Читаем Сахаров и власть. «По ту сторону окна». Уроки на настоящее и будущее полностью

Илья Капчинский (однокурсник, «Студенческие контакты. Ашхабад» [5]):

«…Прибыл большой эшелон. Приехало много студентов нашего курса, ребят и девушек. Хотелось бы назвать Кота Туманова, Юру Иордана, Петю Кунина, Леона Белла, моих ближайших товарищей. Этим же эшелоном приехал и Андрей Сахаров.

В общежитии наши кровати – Андрея и моя – стояли рядом. Наверное, по этой причине мы с ним много в Ашхабаде контактировали.

Как же проводились занятия на нашем последнем, четвертом курсе? Университет располагался в здании Ашхабадского пединститута, в пригороде Кеши. Учебный план был перекроен на военный лад. Нам предлагалось кончать университет по одной из двух специальностей: “Оборонная электросвязь” или “Оборонное материаловедение”…

Помню, что после занятий Андрей приходил в общежитие, садился на свою кровать и, устремив взгляд в бесконечность, – думал.

Разговаривали мы с Андреем только о физике. На другие темы, бытовые или военно-политические, Андрей не резонировал. Разговаривать с Андреем было трудно. Он говорил медленно и отрывисто. Не всегда я улавливал связь между его высказываниями. Тем не менее общение с Андреем дало, насколько оказалось для меня доступным, очень много в понимании физики. В частности, это коснулось квантовой механики. Книг у нас практически не было, и постигать физику можно было только на основе лекционного материала. Обсуждение с Андреем некоторых квантовых эффектов (в том числе, помню, туннельного эффекта) многое разъяснило мне в квантовой механике. Андрей умел додумывать до конца…

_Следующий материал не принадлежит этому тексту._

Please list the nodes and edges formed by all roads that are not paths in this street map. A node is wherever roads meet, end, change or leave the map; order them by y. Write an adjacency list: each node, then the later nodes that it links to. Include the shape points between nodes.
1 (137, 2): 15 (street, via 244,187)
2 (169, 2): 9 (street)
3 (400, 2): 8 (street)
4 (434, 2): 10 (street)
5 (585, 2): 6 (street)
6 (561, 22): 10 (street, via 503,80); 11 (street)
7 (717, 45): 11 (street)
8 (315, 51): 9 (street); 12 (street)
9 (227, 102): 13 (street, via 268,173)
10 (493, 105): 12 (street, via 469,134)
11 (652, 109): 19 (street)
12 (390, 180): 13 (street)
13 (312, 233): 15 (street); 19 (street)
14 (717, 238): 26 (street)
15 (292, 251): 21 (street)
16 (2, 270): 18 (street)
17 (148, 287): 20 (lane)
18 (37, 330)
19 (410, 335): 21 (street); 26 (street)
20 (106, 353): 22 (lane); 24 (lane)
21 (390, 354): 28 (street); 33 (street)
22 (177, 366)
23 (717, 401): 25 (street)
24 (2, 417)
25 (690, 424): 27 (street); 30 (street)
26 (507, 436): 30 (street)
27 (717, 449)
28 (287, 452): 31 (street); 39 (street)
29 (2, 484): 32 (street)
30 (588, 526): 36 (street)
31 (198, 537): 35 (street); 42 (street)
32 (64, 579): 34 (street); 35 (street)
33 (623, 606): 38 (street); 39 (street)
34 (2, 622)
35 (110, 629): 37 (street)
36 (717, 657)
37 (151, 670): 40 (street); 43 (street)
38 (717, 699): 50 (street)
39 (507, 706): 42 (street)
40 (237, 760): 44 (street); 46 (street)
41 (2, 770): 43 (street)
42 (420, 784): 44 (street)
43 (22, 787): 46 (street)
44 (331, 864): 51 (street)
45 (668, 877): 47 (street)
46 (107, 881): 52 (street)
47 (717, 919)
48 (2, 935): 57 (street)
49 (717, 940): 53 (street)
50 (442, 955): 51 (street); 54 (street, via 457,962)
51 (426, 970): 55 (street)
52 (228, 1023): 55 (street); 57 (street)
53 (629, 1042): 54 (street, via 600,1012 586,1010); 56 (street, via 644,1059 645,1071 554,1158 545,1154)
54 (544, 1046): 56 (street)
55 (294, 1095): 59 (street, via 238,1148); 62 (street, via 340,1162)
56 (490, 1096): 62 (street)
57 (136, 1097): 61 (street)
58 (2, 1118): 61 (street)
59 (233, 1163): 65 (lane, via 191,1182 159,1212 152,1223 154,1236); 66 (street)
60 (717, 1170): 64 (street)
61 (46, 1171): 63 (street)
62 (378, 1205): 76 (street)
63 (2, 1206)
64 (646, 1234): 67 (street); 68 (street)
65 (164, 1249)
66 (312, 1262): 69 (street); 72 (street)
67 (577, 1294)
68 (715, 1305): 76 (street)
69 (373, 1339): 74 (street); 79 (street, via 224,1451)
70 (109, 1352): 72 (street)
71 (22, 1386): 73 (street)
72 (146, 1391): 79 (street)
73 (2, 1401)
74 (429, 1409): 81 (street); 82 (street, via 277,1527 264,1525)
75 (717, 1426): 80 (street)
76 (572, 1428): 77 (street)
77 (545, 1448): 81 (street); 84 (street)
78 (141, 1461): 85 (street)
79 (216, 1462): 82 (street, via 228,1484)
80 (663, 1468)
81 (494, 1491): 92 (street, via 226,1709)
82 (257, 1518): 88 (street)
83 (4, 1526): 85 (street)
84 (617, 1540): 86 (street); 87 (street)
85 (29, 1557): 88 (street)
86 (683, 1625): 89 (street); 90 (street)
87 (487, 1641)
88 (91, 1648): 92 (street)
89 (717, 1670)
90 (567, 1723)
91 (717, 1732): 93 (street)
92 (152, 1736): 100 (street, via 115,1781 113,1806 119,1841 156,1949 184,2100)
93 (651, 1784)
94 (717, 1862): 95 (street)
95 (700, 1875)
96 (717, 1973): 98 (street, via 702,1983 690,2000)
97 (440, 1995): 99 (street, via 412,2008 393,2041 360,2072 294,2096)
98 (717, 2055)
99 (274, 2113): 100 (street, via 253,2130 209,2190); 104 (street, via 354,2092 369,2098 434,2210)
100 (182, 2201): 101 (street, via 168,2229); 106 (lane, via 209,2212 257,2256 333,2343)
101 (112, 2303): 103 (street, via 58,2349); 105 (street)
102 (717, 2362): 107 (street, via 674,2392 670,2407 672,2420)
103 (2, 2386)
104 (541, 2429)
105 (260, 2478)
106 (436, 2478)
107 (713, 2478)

Наш быт в Ашхабаде был труден. Пропитания, мягко говоря, не хватало. Официально мы имели в день талон на 400 г хлеба и тарелку затирухи. (Затирухой называлось блюдо, представляющее собой муку, взболтанную в горячей воде.) На свою стипендию могли еще прикупить на рынке пучок зеленого лука и стакан кислого молока, которое мы называли мацони. Иногда перепадала картошка, однако жира не было никакого. Именно Андрей сумел в этой обстановке вычислить доступный источник жиров: в аптеке продавалось касторовое масло. На собственном примере Андрей показал, что на касторовом масле можно жарить картошку. К запаху мы быстро привыкли, и многие воспользовались открытием Андрея.

В окружавшей нас обстановке тяжелого быта Андрей и Петя Кунин одно время развивали идею организации семинара по общей теории относительности. Но среди голодных ребят идея не встретила отклика и постепенно затухла. В июле 1942 г. мы заканчивали в Ашхабаде физический факультет Московского университета, имея за плечами четыре курса…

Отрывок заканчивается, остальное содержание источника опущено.